== STUDY MATERIAL ==

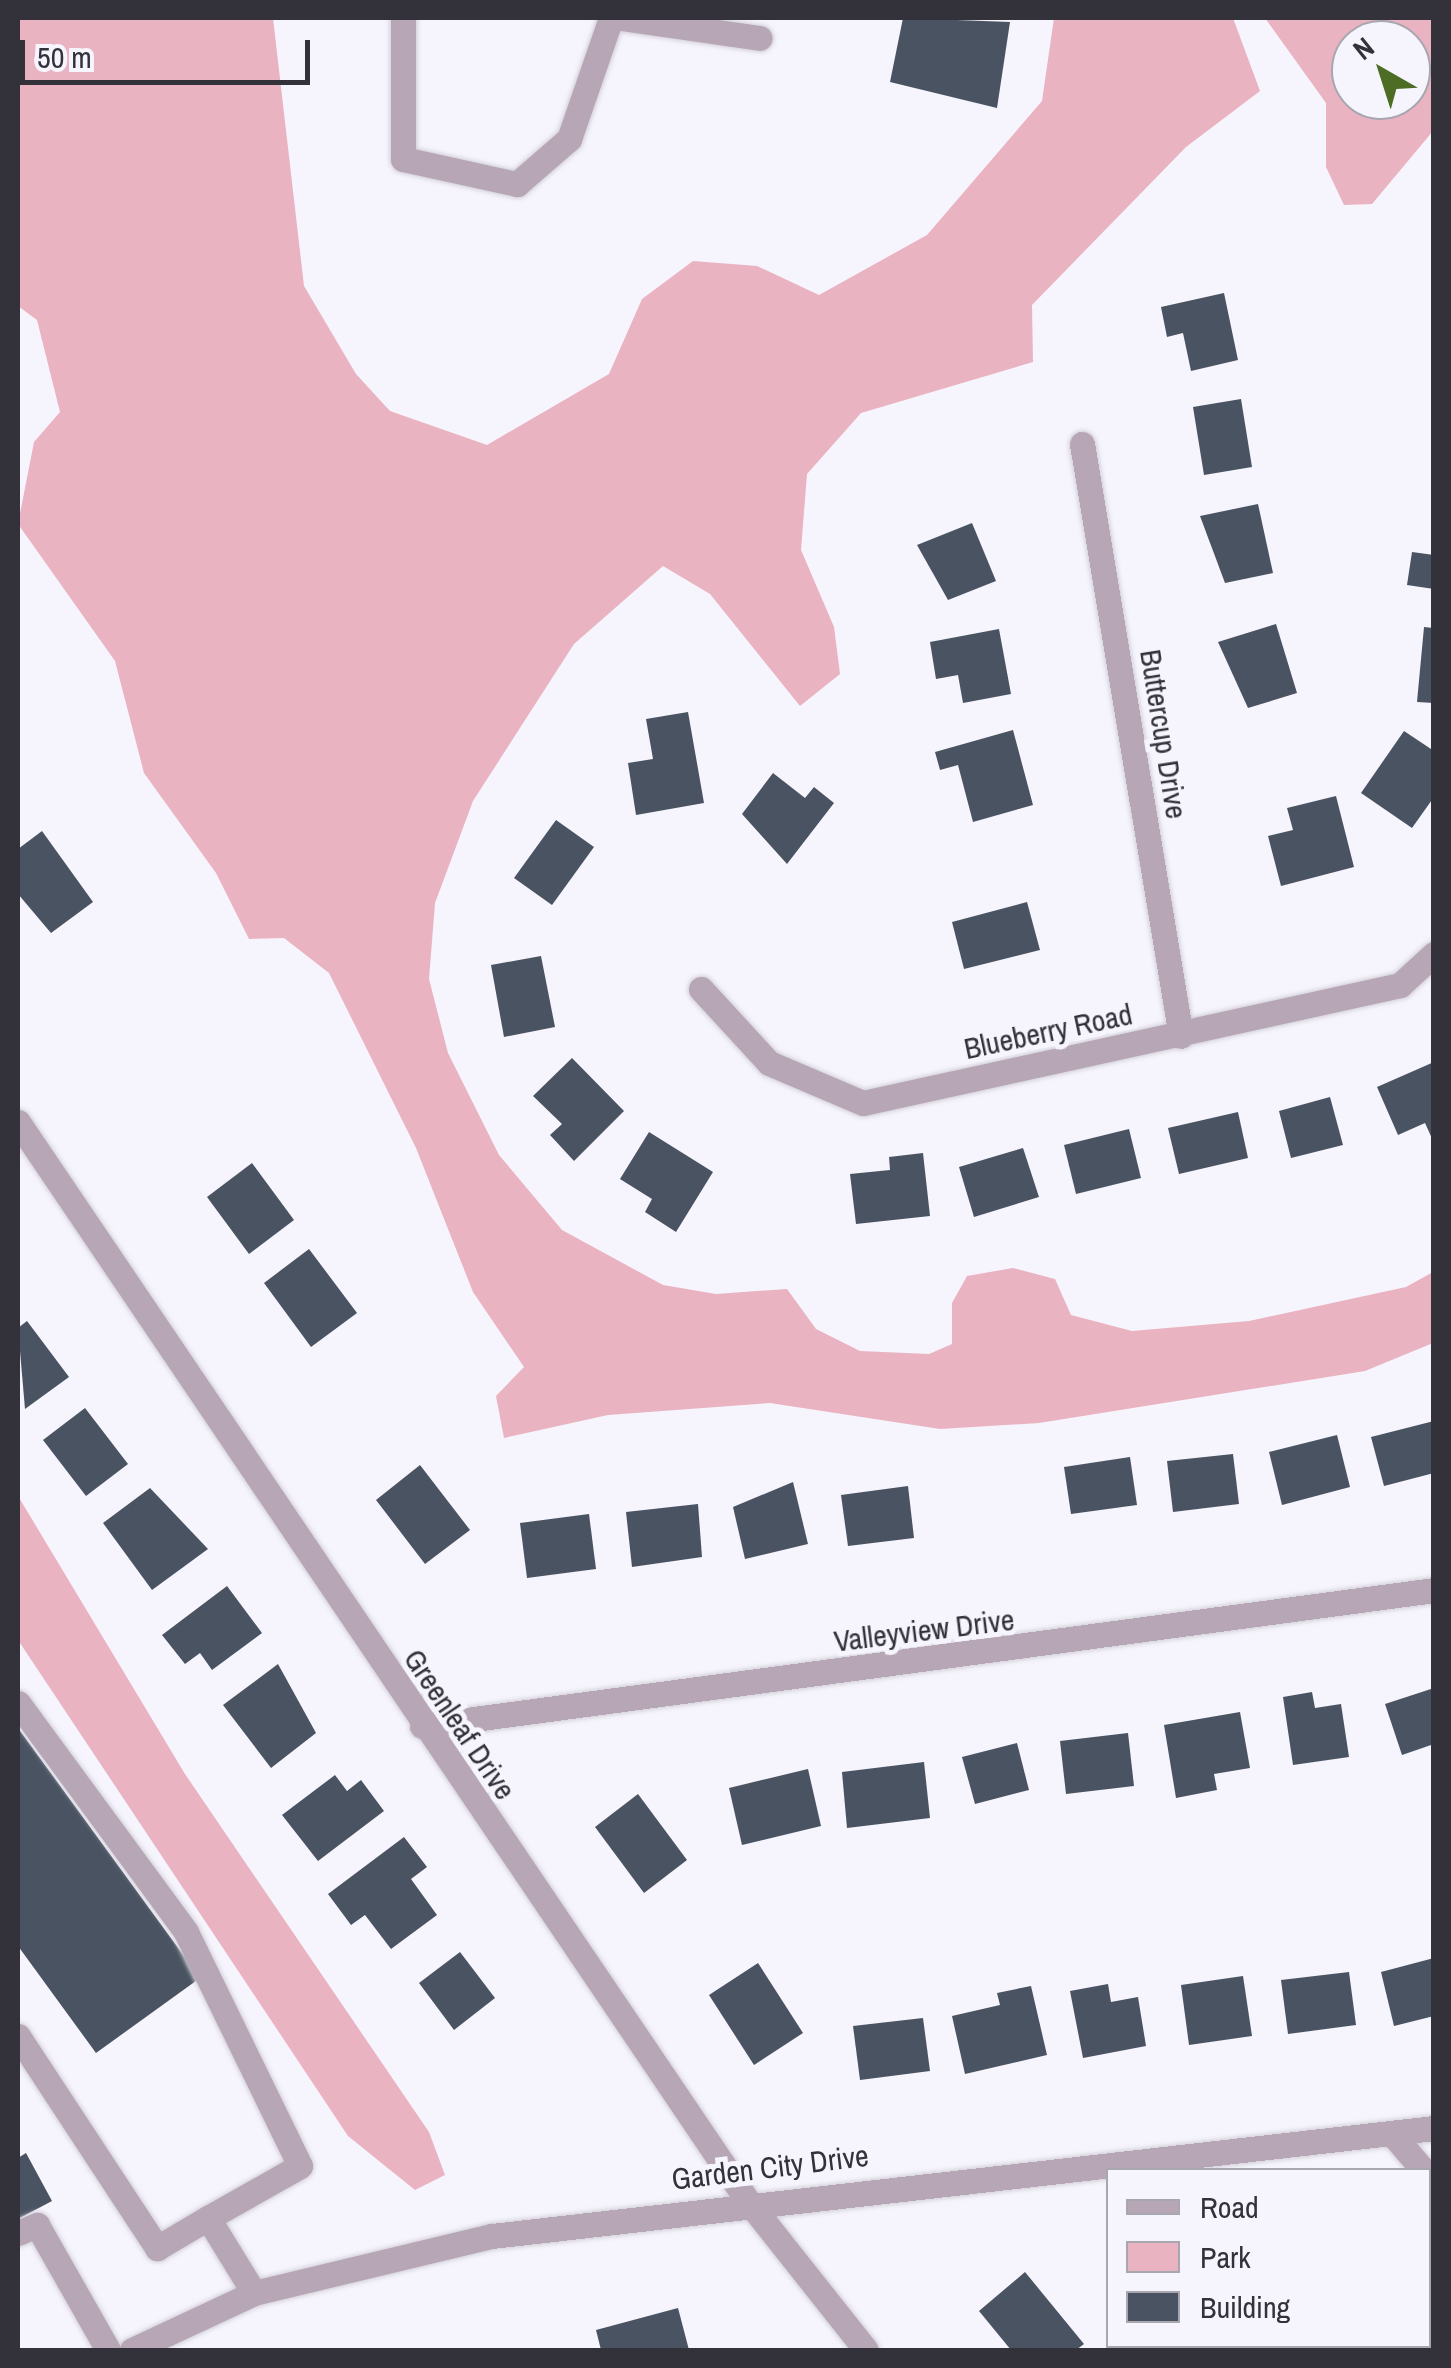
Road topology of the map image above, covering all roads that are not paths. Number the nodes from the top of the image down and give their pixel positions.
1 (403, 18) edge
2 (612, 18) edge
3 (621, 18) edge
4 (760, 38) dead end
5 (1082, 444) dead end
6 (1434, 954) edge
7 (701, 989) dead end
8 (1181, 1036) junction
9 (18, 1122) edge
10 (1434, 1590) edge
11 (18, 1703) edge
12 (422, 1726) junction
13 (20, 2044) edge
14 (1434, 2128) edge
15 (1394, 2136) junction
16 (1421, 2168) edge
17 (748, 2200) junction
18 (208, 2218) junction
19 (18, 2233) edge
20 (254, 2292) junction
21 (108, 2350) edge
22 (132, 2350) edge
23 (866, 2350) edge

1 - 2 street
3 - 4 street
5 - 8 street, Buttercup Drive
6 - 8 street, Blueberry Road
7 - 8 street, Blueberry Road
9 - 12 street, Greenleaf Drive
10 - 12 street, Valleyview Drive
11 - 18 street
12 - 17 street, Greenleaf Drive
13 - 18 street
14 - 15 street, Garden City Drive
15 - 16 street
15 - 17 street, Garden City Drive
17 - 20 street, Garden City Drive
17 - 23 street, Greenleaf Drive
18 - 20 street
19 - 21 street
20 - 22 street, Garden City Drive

===
== STUDY MATERIAL ==

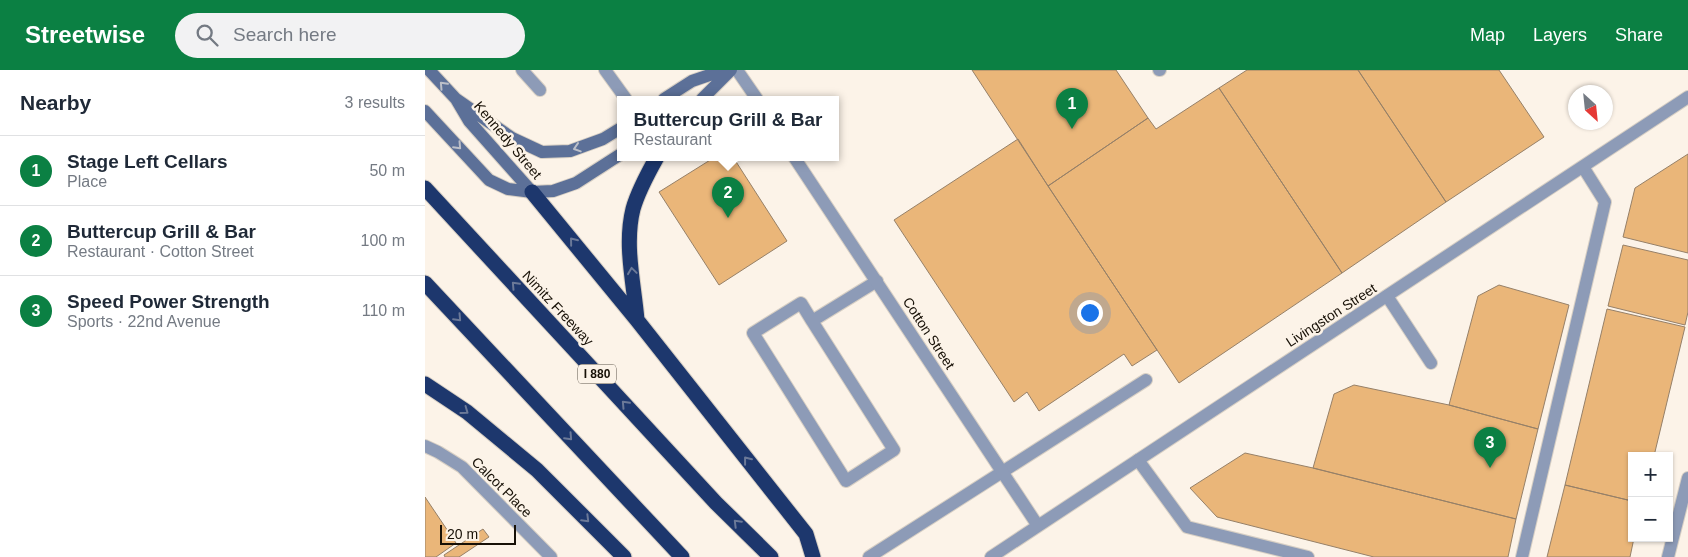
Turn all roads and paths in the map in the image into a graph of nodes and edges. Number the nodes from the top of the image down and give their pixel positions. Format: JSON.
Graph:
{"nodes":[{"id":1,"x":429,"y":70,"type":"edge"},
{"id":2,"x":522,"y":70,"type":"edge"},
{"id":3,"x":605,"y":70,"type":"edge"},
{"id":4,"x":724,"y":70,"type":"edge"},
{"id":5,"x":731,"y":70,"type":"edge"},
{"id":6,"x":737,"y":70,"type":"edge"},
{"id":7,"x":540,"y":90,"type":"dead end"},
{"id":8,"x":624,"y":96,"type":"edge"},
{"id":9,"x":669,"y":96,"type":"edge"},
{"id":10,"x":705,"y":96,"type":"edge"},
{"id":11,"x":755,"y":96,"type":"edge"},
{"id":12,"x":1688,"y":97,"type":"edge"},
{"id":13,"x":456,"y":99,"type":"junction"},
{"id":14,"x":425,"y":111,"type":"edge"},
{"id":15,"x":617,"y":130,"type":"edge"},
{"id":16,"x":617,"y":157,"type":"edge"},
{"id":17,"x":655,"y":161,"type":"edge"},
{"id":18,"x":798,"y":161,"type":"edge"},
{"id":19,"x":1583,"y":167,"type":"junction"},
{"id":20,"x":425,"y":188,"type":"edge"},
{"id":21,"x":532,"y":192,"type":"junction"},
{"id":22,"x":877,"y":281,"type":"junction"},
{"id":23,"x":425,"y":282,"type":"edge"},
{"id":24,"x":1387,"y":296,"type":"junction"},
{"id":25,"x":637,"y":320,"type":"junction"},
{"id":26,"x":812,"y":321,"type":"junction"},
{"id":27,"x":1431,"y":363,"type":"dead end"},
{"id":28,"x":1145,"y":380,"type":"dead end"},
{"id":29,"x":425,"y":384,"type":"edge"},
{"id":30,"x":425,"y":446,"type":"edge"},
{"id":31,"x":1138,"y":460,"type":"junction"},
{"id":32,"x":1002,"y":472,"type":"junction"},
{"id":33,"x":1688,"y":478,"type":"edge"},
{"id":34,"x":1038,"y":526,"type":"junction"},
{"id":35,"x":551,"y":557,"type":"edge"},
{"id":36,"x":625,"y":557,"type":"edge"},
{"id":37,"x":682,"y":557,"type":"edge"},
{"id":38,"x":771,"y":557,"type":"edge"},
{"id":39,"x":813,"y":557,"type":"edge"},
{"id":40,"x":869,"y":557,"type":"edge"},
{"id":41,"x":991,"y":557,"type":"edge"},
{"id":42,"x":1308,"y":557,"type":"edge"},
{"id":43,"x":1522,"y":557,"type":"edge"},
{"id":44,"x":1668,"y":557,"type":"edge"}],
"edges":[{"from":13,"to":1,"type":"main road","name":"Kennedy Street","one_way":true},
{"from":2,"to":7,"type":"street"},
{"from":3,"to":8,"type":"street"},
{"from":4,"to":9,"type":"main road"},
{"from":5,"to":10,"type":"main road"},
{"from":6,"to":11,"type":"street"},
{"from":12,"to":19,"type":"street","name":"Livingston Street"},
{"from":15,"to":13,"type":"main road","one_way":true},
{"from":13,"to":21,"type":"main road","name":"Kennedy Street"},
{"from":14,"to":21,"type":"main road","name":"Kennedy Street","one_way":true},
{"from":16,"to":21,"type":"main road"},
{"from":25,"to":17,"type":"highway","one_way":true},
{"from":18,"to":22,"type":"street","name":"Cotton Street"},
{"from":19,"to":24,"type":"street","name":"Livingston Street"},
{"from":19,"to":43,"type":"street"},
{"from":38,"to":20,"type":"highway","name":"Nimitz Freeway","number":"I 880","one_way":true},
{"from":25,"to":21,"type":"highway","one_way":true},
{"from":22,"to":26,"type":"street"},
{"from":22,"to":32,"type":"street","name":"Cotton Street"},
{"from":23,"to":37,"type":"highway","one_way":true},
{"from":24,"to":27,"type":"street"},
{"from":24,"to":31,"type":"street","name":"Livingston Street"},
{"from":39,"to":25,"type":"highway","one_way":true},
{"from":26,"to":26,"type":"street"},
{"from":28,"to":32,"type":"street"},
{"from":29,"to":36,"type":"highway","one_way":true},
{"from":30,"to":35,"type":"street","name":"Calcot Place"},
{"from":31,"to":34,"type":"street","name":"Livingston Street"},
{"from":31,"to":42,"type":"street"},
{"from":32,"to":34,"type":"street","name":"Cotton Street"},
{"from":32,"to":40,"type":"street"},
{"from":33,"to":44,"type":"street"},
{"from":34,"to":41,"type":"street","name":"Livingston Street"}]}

===

YOUR GOAL
List every line from the entries above in which "edges" appears.

WRITTEN ANSWER
Turn all roads and paths in the map in the image into a graph of nodes and edges. Number the nodes from the top of the image down and give their pixel positions. Format: JSON.
"edges":[{"from":13,"to":1,"type":"main road","name":"Kennedy Street","one_way":true},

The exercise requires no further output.